A verbatim copy of the entries is the required answer.

- [Items from a data source]:
=====
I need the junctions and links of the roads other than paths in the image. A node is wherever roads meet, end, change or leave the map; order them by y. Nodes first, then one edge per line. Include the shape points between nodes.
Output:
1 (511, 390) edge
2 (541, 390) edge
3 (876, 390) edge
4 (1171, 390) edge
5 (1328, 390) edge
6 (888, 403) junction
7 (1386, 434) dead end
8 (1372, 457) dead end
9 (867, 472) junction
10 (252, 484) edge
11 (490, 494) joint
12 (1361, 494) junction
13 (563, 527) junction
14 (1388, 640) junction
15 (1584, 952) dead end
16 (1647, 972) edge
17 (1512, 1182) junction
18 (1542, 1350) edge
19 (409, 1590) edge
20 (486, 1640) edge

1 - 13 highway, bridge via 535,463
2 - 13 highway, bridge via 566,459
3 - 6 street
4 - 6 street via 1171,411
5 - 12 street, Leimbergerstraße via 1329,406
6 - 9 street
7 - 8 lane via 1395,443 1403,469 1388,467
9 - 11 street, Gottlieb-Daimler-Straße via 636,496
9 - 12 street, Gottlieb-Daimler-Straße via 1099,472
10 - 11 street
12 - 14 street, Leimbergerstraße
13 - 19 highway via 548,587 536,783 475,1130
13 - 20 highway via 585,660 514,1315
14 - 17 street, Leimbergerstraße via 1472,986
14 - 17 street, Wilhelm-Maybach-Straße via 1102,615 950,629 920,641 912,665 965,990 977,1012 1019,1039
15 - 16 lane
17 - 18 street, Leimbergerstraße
=====
- [Response area]:
I need the junctions and links of the roads other than paths in the image. A node is wherever roads meet, end, change or leave the map; order them by y. Nodes first, then one edge per line. Include the shape points between nodes.
Output:
1 (511, 390) edge
2 (541, 390) edge
3 (876, 390) edge
4 (1171, 390) edge
5 (1328, 390) edge
6 (888, 403) junction
7 (1386, 434) dead end
8 (1372, 457) dead end
9 (867, 472) junction
10 (252, 484) edge
11 (490, 494) joint
12 (1361, 494) junction
13 (563, 527) junction
14 (1388, 640) junction
15 (1584, 952) dead end
16 (1647, 972) edge
17 (1512, 1182) junction
18 (1542, 1350) edge
19 (409, 1590) edge
20 (486, 1640) edge

1 - 13 highway, bridge via 535,463
2 - 13 highway, bridge via 566,459
3 - 6 street
4 - 6 street via 1171,411
5 - 12 street, Leimbergerstraße via 1329,406
6 - 9 street
7 - 8 lane via 1395,443 1403,469 1388,467
9 - 11 street, Gottlieb-Daimler-Straße via 636,496
9 - 12 street, Gottlieb-Daimler-Straße via 1099,472
10 - 11 street
12 - 14 street, Leimbergerstraße
13 - 19 highway via 548,587 536,783 475,1130
13 - 20 highway via 585,660 514,1315
14 - 17 street, Leimbergerstraße via 1472,986
14 - 17 street, Wilhelm-Maybach-Straße via 1102,615 950,629 920,641 912,665 965,990 977,1012 1019,1039
15 - 16 lane
17 - 18 street, Leimbergerstraße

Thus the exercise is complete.